WHAT NEEDS TO BE DONE. Keep every line of the data below that has the string "nodes" and present those lines.

DATA FOR ANALYSIS.
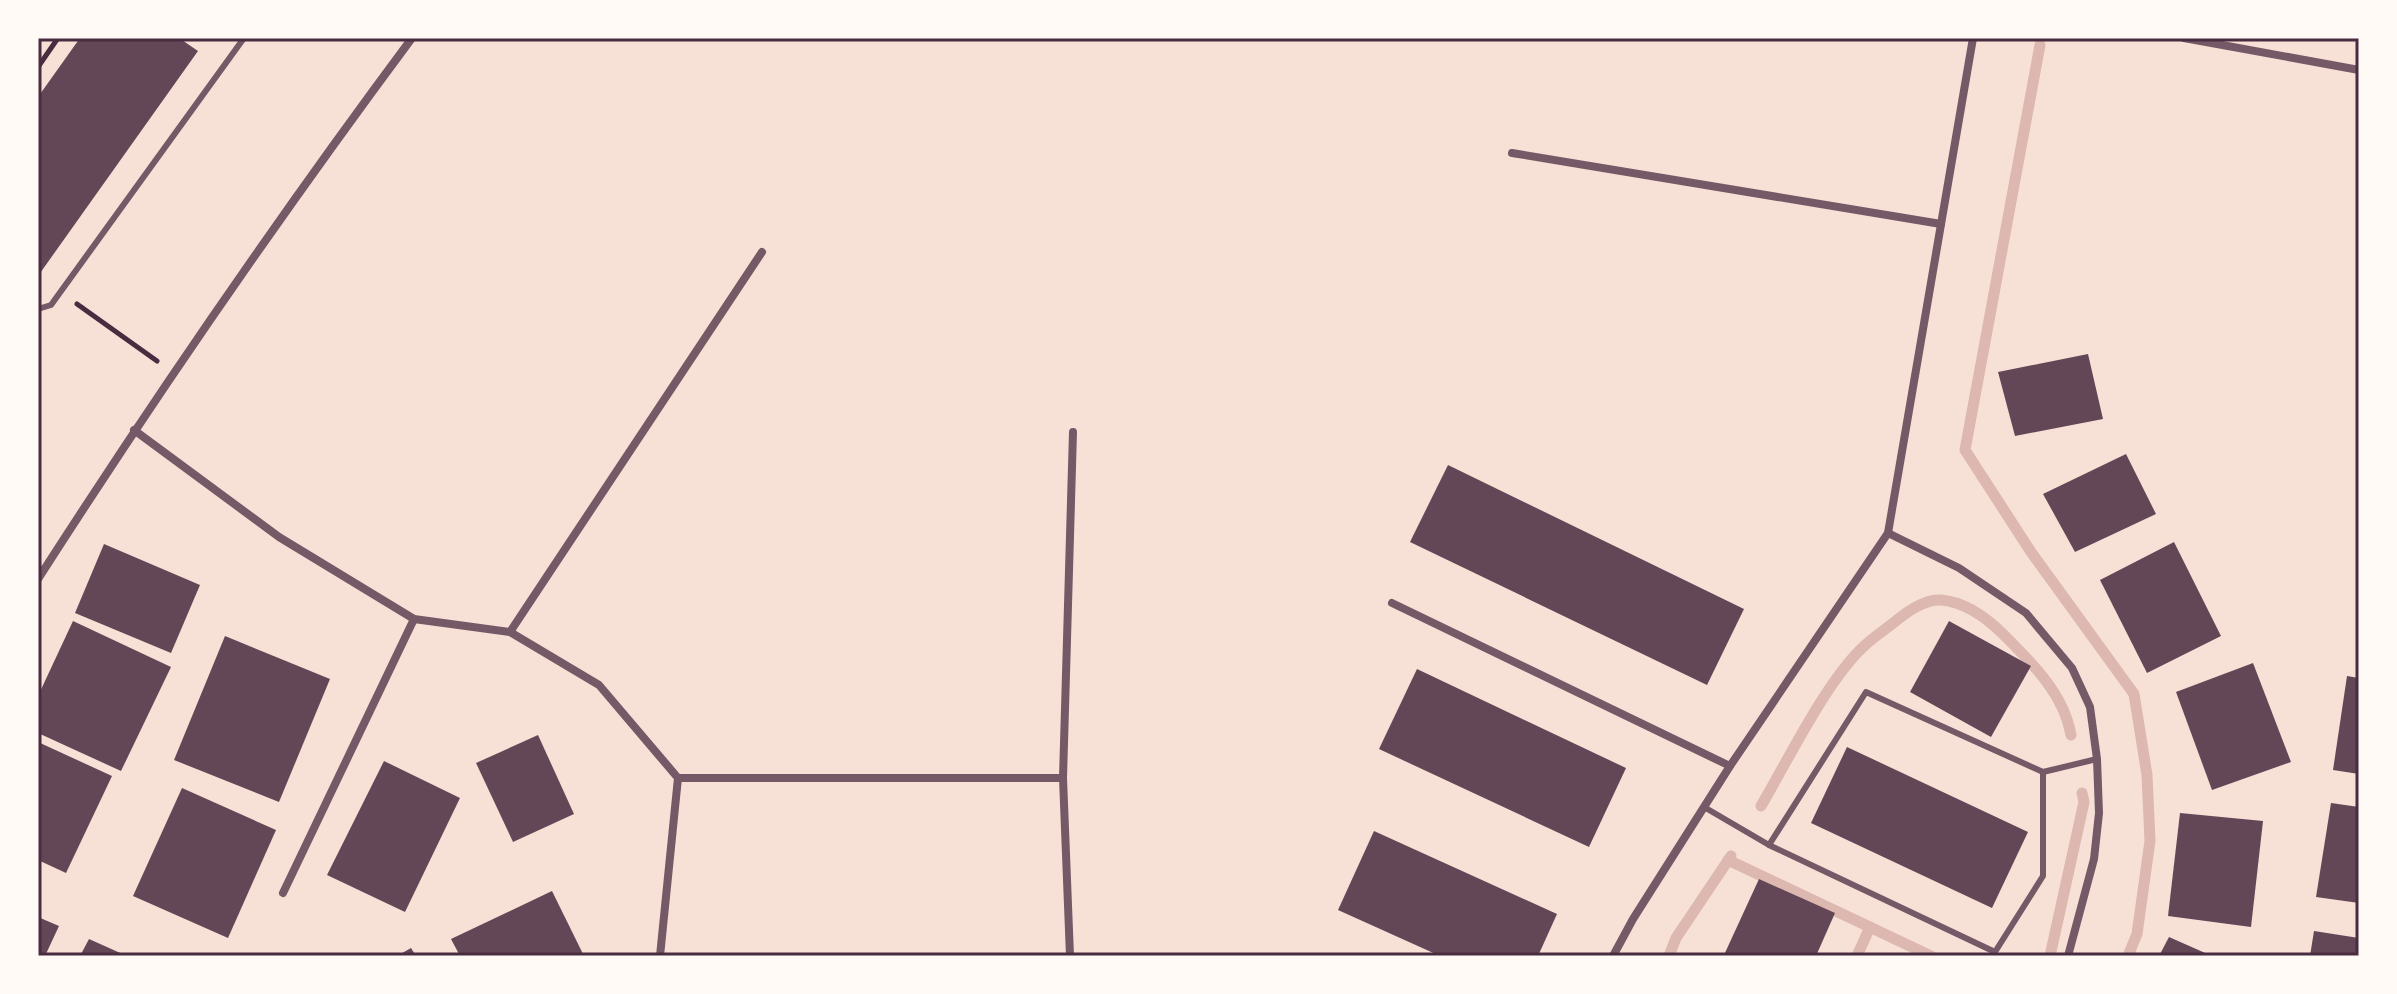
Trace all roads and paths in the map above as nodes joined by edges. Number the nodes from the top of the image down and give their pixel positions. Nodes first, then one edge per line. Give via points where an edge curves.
1 (58, 38) edge
2 (412, 38) edge
3 (1973, 38) edge
4 (2184, 38) edge
5 (242, 39) edge
6 (38, 67) edge
7 (2359, 70) edge
8 (1512, 153) dead end
9 (1941, 224) junction
10 (762, 252) dead end
11 (60, 292) junction
12 (38, 309) edge
13 (174, 373) junction
14 (134, 430) junction
15 (1073, 432) dead end
16 (1888, 533) junction
17 (38, 579) edge
18 (1392, 603) dead end
19 (414, 619) junction
20 (510, 632) junction
21 (2097, 759) junction
22 (1730, 766) junction
23 (2043, 772) junction
24 (678, 778) junction
25 (1063, 778) junction
26 (1704, 807) junction
27 (1769, 845) junction
28 (283, 893) dead end
29 (660, 956) edge
30 (1070, 956) edge
31 (1613, 956) edge
32 (2068, 956) edge

1 - 6 path
2 - 13 street
3 - 9 street
4 - 7 street
5 - 11 lane
8 - 9 street
9 - 16 street
10 - 20 street
11 - 12 lane via 51,305
11 - 13 path
13 - 14 street
14 - 17 street
14 - 19 street via 279,537
15 - 25 street
16 - 21 street via 1959,568 2026,613 2072,668 2090,707
16 - 22 street
18 - 22 street
19 - 20 street
19 - 28 street
20 - 24 street via 599,685
21 - 23 lane
21 - 32 street via 2094,859
22 - 26 street
23 - 27 lane via 1866,692
23 - 27 lane via 2043,876 1995,952
24 - 25 street
24 - 29 street
25 - 30 street
26 - 27 lane
26 - 31 street

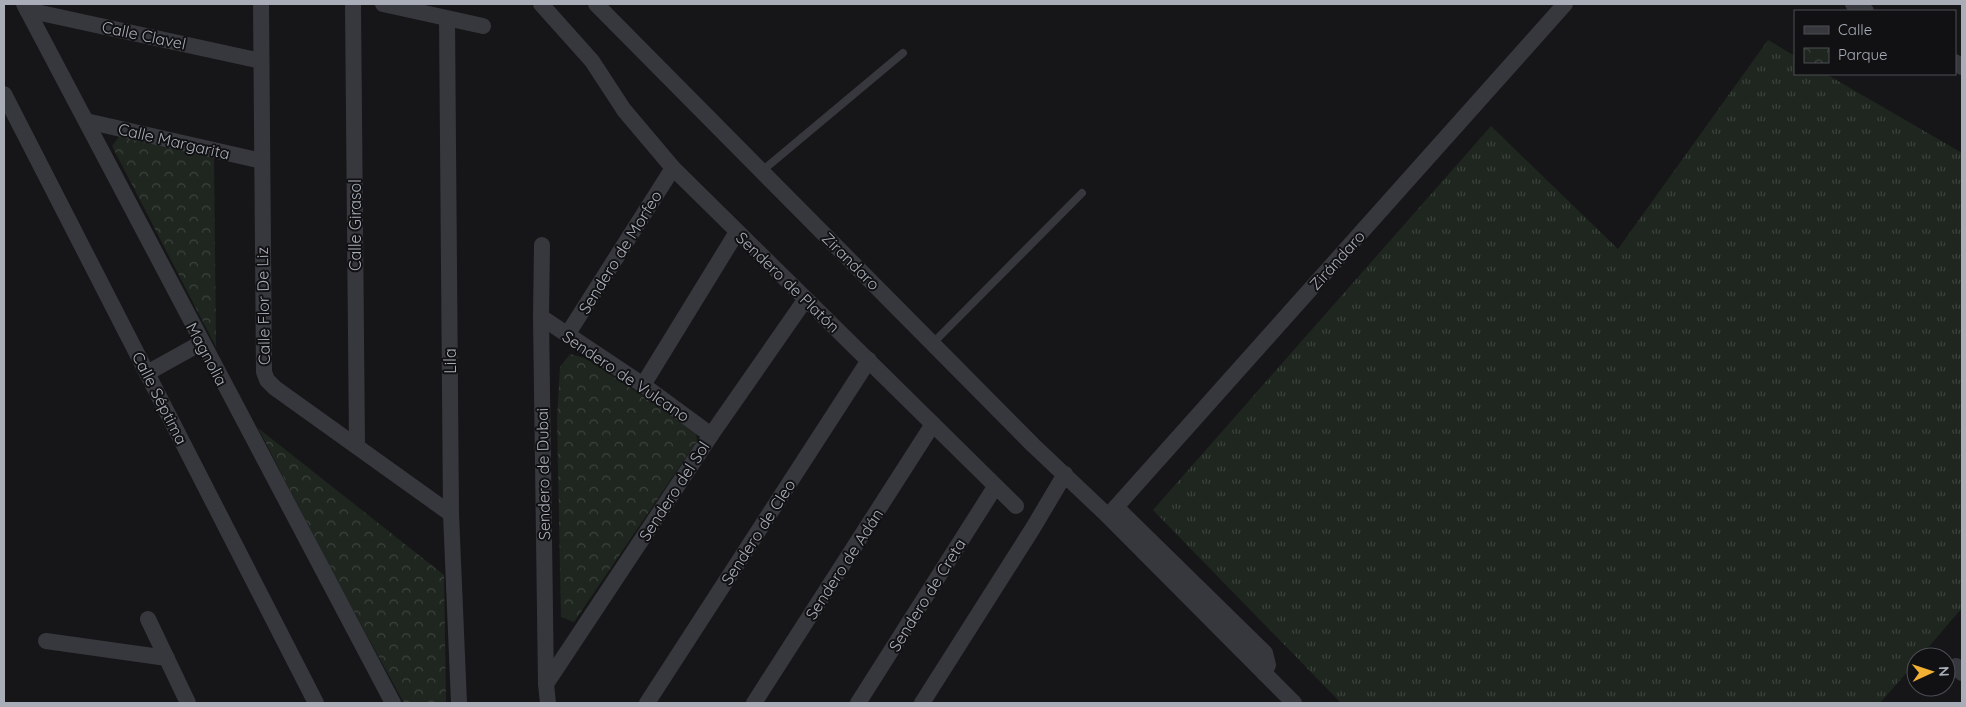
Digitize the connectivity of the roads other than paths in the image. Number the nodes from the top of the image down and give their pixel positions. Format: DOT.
graph roads {
  1 [pos="261,4"];
  2 [pos="353,4"];
  3 [pos="383,4"];
  4 [pos="541,4"];
  5 [pos="596,4"];
  6 [pos="1565,4"];
  7 [pos="1852,4"];
  8 [pos="25,7"];
  9 [pos="1864,10"];
  10 [pos="447,18"];
  11 [pos="483,26"];
  12 [pos="903,53"];
  13 [pos="261,61"];
  14 [pos="4,94"];
  15 [pos="86,121"];
  16 [pos="262,161"];
  17 [pos="673,168"];
  18 [pos="762,171"];
  19 [pos="1082,193"];
  20 [pos="737,232"];
  21 [pos="542,245"];
  22 [pos="805,300"];
  23 [pos="541,317"];
  24 [pos="567,335"];
  25 [pos="201,343"];
  26 [pos="933,343"];
  27 [pos="869,360"];
  28 [pos="147,373"];
  29 [pos="643,385"];
  30 [pos="933,424"];
  31 [pos="711,435"];
  32 [pos="357,446"];
  33 [pos="1065,474"];
  34 [pos="995,487"];
  35 [pos="1016,506"];
  36 [pos="1112,511"];
  37 [pos="451,514"];
  38 [pos="148,619"];
  39 [pos="46,641"];
  40 [pos="167,658"];
  41 [pos="546,684"];
  42 [pos="188,703"];
  43 [pos="316,703"];
  44 [pos="393,703"];
  45 [pos="459,703"];
  46 [pos="548,703"];
  47 [pos="648,703"];
  48 [pos="754,703"];
  49 [pos="858,703"];
  50 [pos="922,703"];
  51 [pos="1294,703"];
  1 -- 13 [label="street, Calle Flor De Liz"];
  2 -- 32 [label="street, Calle Girasol"];
  3 -- 10 [label="street"];
  4 -- 17 [label="street, Sendero de Platón"];
  5 -- 18 [label="street, Zirandaro"];
  6 -- 36 [label="street, Zirándaro"];
  7 -- 9 [label="street"];
  8 -- 13 [label="street, Calle Clavel"];
  8 -- 15 [label="street, Magnolia"];
  10 -- 11 [label="street"];
  10 -- 37 [label="street, Lila"];
  12 -- 18 [label="lane"];
  13 -- 16 [label="street, Calle Flor De Liz"];
  14 -- 28 [label="street, Calle Séptima"];
  15 -- 16 [label="street, Calle Margarita"];
  15 -- 25 [label="street, Magnolia"];
  16 -- 32 [label="street, Calle Flor De Liz"];
  17 -- 20 [label="street, Sendero de Platón"];
  17 -- 24 [label="street, Sendero de Morfeo"];
  18 -- 26 [label="street, Zirandaro"];
  19 -- 26 [label="lane"];
  20 -- 22 [label="street, Sendero de Platón"];
  20 -- 29 [label="street"];
  21 -- 23 [label="street, Sendero de Dubai"];
  22 -- 27 [label="street, Sendero de Platón"];
  22 -- 31 [label="street, Sendero del Sol"];
  23 -- 24 [label="street, Sendero de Vulcano"];
  23 -- 41 [label="street, Sendero de Dubai"];
  24 -- 29 [label="street, Sendero de Vulcano"];
  25 -- 28 [label="street"];
  25 -- 44 [label="street, Magnolia"];
  26 -- 33 [label="street, Zirandaro"];
  27 -- 30 [label="street, Sendero de Platón"];
  27 -- 47 [label="street, Sendero de Cleo"];
  28 -- 43 [label="street, Calle Séptima"];
  29 -- 31 [label="street, Sendero de Vulcano"];
  30 -- 34 [label="street, Sendero de Platón"];
  30 -- 48 [label="street, Sendero de Adán"];
  31 -- 41 [label="street, Sendero del Sol"];
  32 -- 37 [label="street, Calle Flor De Liz"];
  33 -- 36 [label="street, Zirandaro"];
  33 -- 50 [label="street"];
  34 -- 35 [label="street, Sendero de Platón"];
  34 -- 49 [label="street, Sendero de Creta"];
  36 -- 51 [label="street, Zirandaro"];
  37 -- 45 [label="street, Lila"];
  38 -- 40 [label="street"];
  39 -- 40 [label="street"];
  40 -- 42 [label="street"];
  41 -- 46 [label="street, Sendero de Dubai"];
}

RESPONSE.
Trace all roads and paths in the map above as nodes joined by edges. Number the nodes from the top of the image down and give their pixel positions. Nodes first, then one edge per line. Give via points where an edge curves.
Digitize the connectivity of the roads other than paths in the image. Number the nodes from the top of the image down and give their pixel positions. Format: DOT.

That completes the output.